Saved data entries:

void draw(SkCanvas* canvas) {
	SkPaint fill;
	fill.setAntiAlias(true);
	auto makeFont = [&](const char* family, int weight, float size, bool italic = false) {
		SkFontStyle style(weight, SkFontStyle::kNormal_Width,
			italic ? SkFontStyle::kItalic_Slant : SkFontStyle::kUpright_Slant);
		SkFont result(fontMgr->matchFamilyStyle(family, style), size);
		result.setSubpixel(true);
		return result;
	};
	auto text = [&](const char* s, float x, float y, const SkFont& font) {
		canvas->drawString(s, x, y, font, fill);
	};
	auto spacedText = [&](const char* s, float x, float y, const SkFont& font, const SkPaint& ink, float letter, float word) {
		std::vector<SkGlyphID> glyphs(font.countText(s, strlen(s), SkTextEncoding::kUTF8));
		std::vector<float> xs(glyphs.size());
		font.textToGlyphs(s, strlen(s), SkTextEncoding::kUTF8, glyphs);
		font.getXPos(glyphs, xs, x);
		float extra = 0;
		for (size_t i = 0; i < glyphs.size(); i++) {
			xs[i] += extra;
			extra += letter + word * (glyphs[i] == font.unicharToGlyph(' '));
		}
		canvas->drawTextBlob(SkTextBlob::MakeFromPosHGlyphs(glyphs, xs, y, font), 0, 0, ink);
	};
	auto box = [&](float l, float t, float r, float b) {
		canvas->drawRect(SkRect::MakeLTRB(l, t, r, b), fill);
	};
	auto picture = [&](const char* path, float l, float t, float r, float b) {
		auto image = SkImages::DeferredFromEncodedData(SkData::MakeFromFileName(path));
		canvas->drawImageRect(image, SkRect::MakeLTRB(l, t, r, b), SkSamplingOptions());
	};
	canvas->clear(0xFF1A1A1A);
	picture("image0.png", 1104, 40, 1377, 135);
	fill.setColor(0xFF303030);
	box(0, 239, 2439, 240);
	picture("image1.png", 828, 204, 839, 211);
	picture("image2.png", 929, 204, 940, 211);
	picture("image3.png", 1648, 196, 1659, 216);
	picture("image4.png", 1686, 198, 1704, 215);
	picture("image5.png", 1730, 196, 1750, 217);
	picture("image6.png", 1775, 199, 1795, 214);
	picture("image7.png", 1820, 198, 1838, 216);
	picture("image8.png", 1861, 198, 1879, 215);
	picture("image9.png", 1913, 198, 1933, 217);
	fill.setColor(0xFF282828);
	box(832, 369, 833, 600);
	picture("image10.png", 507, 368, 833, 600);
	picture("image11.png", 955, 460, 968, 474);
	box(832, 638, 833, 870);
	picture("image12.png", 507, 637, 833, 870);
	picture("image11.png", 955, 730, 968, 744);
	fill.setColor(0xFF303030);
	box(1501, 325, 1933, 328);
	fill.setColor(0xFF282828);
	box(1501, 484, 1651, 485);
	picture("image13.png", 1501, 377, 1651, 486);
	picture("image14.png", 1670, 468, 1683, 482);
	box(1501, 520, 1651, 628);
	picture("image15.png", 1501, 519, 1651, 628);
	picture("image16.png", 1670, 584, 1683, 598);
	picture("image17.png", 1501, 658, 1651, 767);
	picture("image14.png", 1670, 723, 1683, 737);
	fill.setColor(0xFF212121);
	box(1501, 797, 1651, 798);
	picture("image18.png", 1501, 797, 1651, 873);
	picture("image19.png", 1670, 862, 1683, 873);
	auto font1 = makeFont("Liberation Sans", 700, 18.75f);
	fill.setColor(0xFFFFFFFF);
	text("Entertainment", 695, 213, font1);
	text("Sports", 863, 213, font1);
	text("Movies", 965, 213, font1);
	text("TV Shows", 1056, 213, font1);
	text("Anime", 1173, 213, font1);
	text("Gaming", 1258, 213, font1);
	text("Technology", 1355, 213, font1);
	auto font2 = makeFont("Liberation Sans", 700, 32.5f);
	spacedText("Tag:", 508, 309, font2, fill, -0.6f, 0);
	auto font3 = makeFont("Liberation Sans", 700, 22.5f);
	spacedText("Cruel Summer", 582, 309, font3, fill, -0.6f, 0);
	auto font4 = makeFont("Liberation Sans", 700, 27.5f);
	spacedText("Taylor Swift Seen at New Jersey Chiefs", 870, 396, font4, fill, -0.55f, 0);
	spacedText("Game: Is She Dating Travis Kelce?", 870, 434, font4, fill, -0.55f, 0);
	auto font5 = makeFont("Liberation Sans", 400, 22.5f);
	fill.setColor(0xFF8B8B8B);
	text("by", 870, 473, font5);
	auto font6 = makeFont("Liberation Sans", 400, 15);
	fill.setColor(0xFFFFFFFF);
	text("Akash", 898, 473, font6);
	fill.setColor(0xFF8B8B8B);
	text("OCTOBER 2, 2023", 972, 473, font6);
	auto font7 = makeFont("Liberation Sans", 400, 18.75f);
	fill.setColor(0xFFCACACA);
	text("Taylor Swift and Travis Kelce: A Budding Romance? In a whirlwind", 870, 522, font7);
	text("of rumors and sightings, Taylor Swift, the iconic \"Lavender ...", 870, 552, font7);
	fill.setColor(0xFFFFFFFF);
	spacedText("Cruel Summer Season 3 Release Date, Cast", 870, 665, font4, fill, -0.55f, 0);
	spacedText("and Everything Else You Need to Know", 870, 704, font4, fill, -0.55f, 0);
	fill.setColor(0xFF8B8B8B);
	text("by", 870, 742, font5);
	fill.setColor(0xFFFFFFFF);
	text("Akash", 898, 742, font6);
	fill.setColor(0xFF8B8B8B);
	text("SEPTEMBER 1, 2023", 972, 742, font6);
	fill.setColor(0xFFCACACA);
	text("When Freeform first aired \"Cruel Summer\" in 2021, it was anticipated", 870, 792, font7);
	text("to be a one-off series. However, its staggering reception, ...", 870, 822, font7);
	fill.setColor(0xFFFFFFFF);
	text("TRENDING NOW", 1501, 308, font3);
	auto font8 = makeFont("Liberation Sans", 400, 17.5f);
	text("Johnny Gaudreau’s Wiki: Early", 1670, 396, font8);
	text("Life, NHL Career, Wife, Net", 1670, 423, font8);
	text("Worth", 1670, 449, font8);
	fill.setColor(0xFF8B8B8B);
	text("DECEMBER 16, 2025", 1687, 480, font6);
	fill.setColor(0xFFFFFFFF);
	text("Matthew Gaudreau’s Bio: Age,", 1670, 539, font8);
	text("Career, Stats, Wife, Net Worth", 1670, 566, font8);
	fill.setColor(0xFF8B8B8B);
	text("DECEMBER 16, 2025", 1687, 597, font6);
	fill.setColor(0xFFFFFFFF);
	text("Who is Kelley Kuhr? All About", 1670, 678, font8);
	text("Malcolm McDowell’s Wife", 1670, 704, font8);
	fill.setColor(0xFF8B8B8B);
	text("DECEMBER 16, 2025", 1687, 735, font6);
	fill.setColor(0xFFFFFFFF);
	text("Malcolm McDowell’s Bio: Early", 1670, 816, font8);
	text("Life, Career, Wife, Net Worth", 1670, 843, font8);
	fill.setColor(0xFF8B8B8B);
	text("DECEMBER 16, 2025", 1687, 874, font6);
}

● **What is required**:
The answer is each line from the entries above in which the word "path" occurs.

● **Problem solution**:
	auto picture = [&](const char* path, float l, float t, float r, float b) {
		auto image = SkImages::DeferredFromEncodedData(SkData::MakeFromFileName(path));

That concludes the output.